(Stored data entries)
════

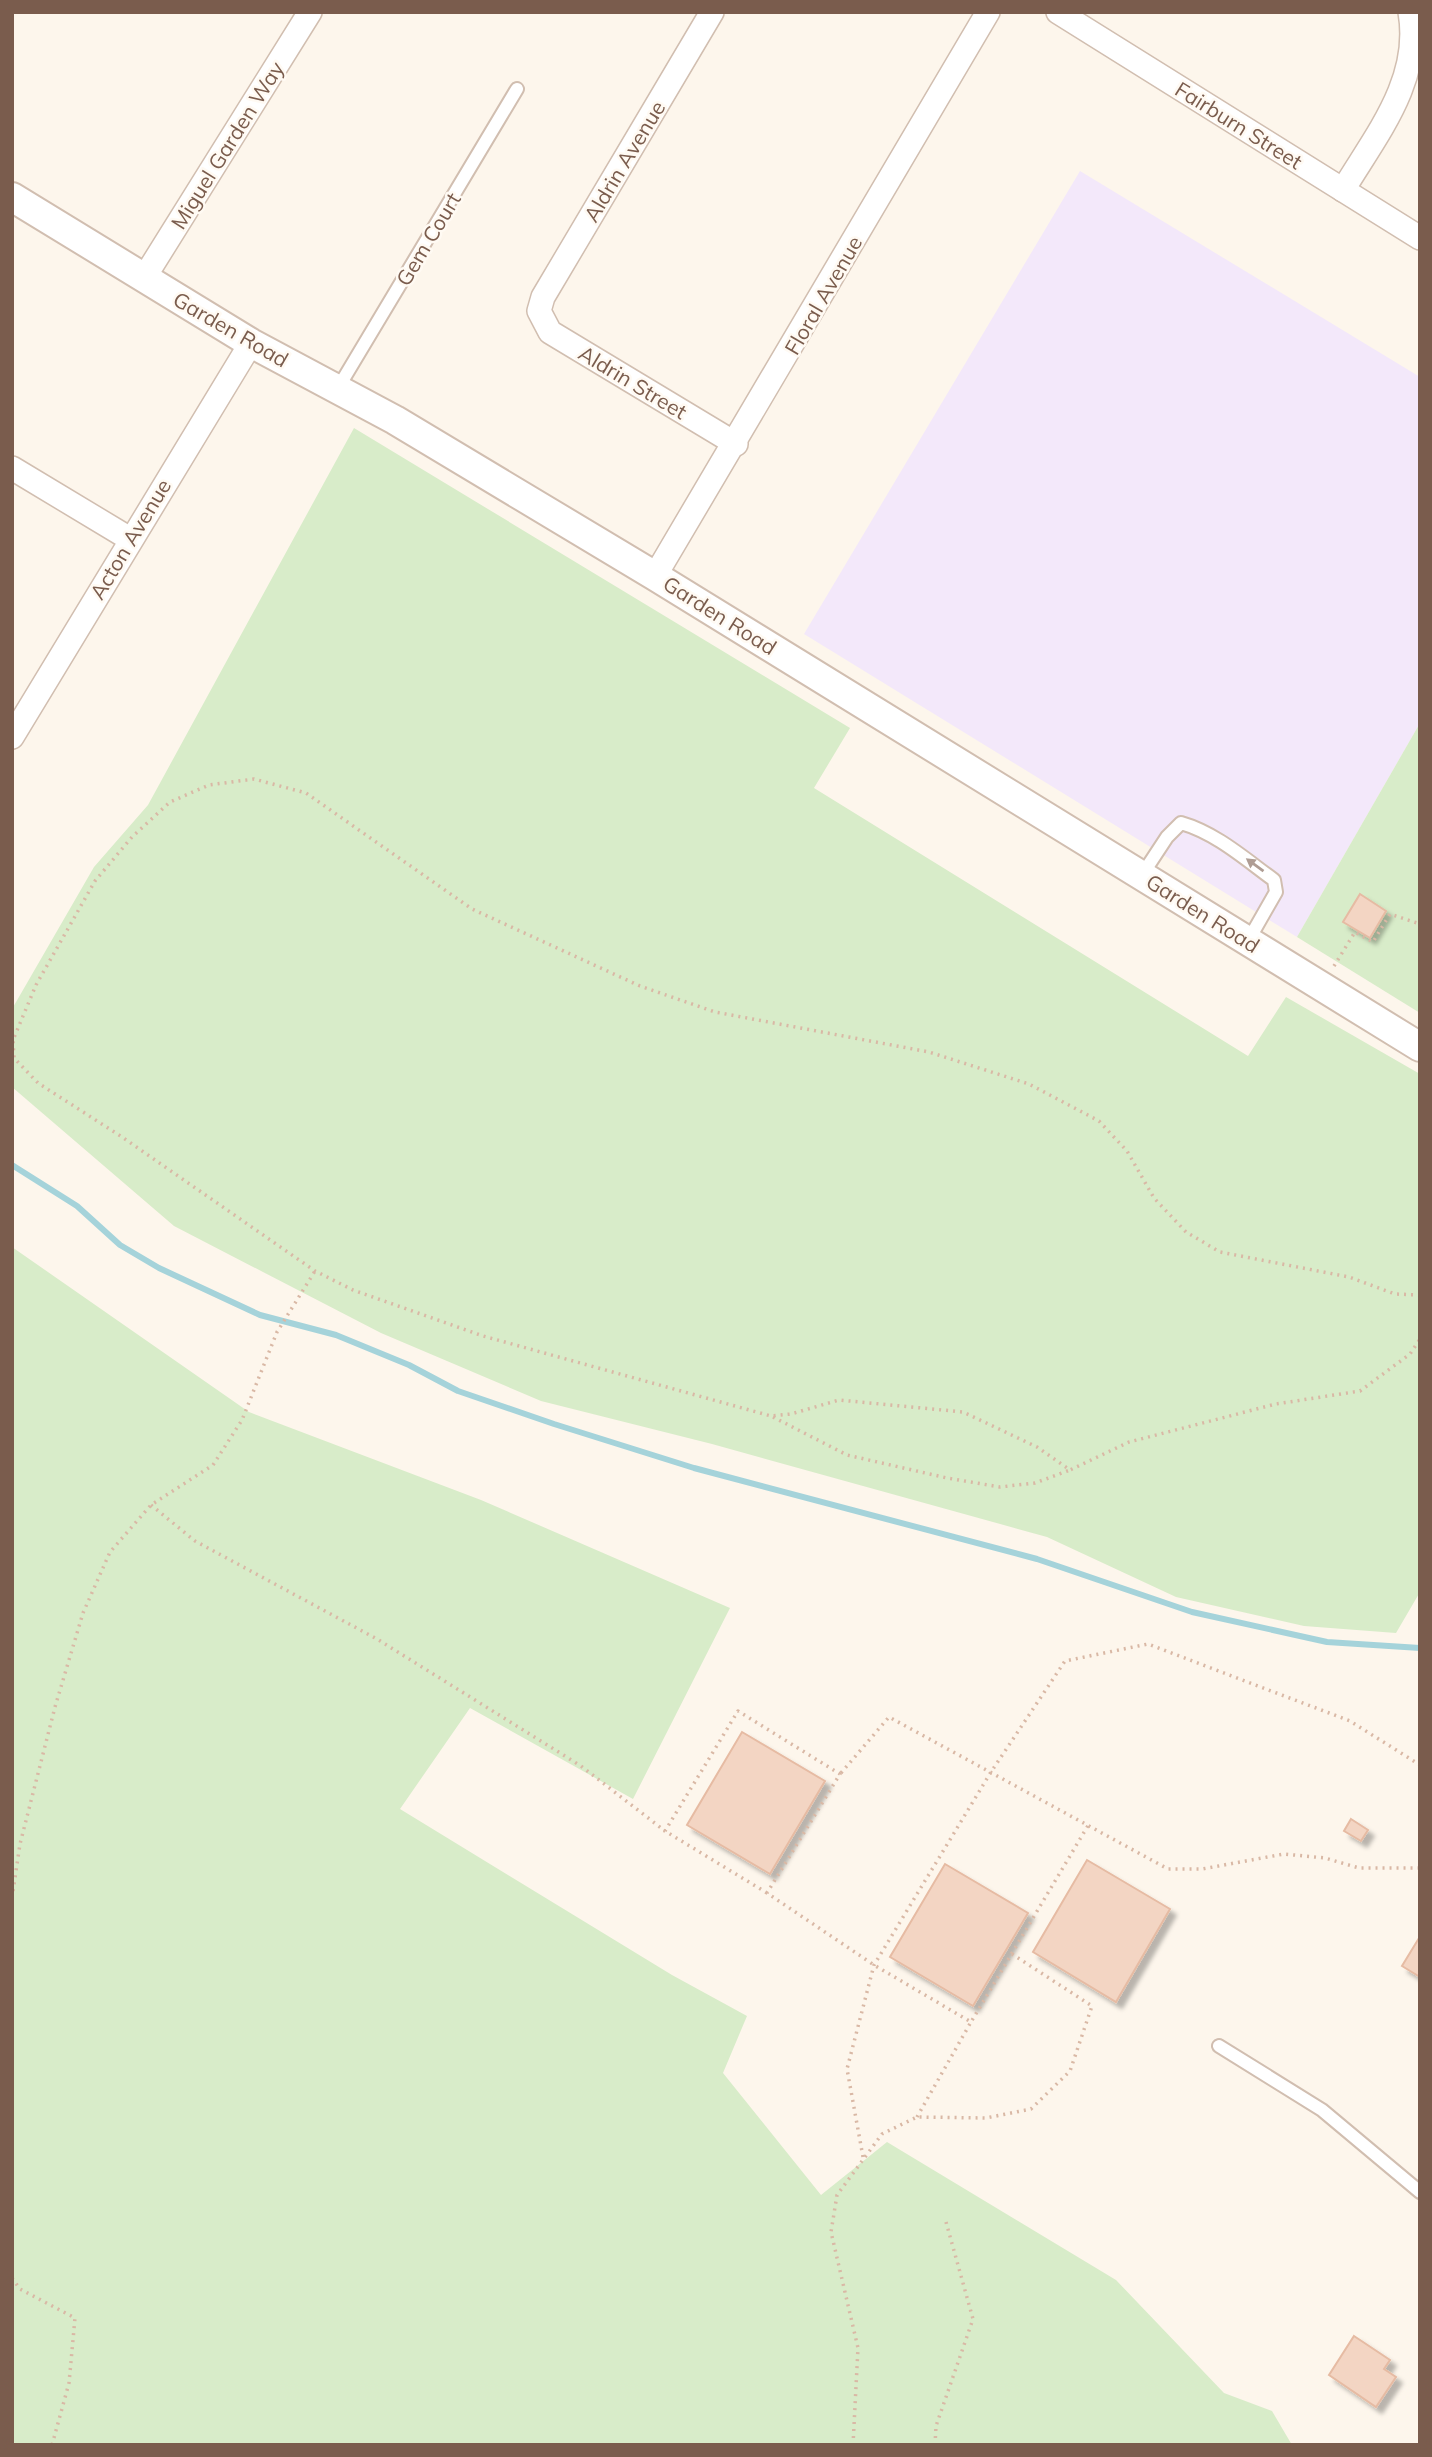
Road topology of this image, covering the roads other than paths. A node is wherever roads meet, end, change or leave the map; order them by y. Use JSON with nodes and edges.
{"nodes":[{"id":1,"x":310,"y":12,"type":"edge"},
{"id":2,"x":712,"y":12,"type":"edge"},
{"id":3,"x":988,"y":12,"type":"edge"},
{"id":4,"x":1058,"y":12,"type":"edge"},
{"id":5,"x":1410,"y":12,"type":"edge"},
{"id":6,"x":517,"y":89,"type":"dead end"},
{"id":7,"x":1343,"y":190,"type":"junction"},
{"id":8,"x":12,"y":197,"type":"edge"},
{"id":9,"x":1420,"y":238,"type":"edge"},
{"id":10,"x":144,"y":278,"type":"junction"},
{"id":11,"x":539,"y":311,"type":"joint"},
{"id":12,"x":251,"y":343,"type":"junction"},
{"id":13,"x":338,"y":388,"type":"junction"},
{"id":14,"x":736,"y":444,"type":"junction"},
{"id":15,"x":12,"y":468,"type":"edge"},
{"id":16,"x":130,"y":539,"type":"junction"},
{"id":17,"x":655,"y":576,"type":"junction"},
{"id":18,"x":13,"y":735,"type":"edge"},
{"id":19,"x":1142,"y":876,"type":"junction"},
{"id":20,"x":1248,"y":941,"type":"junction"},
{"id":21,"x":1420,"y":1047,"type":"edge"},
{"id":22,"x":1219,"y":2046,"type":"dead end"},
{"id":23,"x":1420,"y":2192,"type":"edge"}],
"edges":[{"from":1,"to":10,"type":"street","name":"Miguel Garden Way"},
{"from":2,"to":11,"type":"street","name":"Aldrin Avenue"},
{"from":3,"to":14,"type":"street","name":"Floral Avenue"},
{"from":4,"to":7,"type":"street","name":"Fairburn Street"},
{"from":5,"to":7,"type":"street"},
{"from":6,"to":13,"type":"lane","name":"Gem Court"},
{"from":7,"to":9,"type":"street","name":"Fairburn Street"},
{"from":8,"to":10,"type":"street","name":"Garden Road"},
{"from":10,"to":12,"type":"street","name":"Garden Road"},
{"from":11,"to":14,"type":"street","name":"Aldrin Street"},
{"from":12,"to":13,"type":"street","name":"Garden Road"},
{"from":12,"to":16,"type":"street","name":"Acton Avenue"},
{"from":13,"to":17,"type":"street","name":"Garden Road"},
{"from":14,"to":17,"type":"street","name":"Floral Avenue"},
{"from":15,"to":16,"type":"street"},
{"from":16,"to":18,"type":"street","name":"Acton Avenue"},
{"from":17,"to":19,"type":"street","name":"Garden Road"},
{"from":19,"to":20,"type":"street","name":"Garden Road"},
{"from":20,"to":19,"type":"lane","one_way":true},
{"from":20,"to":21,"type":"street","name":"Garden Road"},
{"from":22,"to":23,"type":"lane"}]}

════

- _EXERCISE_: Go through the entries above and output them exactly, without pictures.

- _ANSWER SECTION_:
Road topology of this image, covering the roads other than paths. A node is wherever roads meet, end, change or leave the map; order them by y. Use JSON with nodes and edges.
{"nodes":[{"id":1,"x":310,"y":12,"type":"edge"},
{"id":2,"x":712,"y":12,"type":"edge"},
{"id":3,"x":988,"y":12,"type":"edge"},
{"id":4,"x":1058,"y":12,"type":"edge"},
{"id":5,"x":1410,"y":12,"type":"edge"},
{"id":6,"x":517,"y":89,"type":"dead end"},
{"id":7,"x":1343,"y":190,"type":"junction"},
{"id":8,"x":12,"y":197,"type":"edge"},
{"id":9,"x":1420,"y":238,"type":"edge"},
{"id":10,"x":144,"y":278,"type":"junction"},
{"id":11,"x":539,"y":311,"type":"joint"},
{"id":12,"x":251,"y":343,"type":"junction"},
{"id":13,"x":338,"y":388,"type":"junction"},
{"id":14,"x":736,"y":444,"type":"junction"},
{"id":15,"x":12,"y":468,"type":"edge"},
{"id":16,"x":130,"y":539,"type":"junction"},
{"id":17,"x":655,"y":576,"type":"junction"},
{"id":18,"x":13,"y":735,"type":"edge"},
{"id":19,"x":1142,"y":876,"type":"junction"},
{"id":20,"x":1248,"y":941,"type":"junction"},
{"id":21,"x":1420,"y":1047,"type":"edge"},
{"id":22,"x":1219,"y":2046,"type":"dead end"},
{"id":23,"x":1420,"y":2192,"type":"edge"}],
"edges":[{"from":1,"to":10,"type":"street","name":"Miguel Garden Way"},
{"from":2,"to":11,"type":"street","name":"Aldrin Avenue"},
{"from":3,"to":14,"type":"street","name":"Floral Avenue"},
{"from":4,"to":7,"type":"street","name":"Fairburn Street"},
{"from":5,"to":7,"type":"street"},
{"from":6,"to":13,"type":"lane","name":"Gem Court"},
{"from":7,"to":9,"type":"street","name":"Fairburn Street"},
{"from":8,"to":10,"type":"street","name":"Garden Road"},
{"from":10,"to":12,"type":"street","name":"Garden Road"},
{"from":11,"to":14,"type":"street","name":"Aldrin Street"},
{"from":12,"to":13,"type":"street","name":"Garden Road"},
{"from":12,"to":16,"type":"street","name":"Acton Avenue"},
{"from":13,"to":17,"type":"street","name":"Garden Road"},
{"from":14,"to":17,"type":"street","name":"Floral Avenue"},
{"from":15,"to":16,"type":"street"},
{"from":16,"to":18,"type":"street","name":"Acton Avenue"},
{"from":17,"to":19,"type":"street","name":"Garden Road"},
{"from":19,"to":20,"type":"street","name":"Garden Road"},
{"from":20,"to":19,"type":"lane","one_way":true},
{"from":20,"to":21,"type":"street","name":"Garden Road"},
{"from":22,"to":23,"type":"lane"}]}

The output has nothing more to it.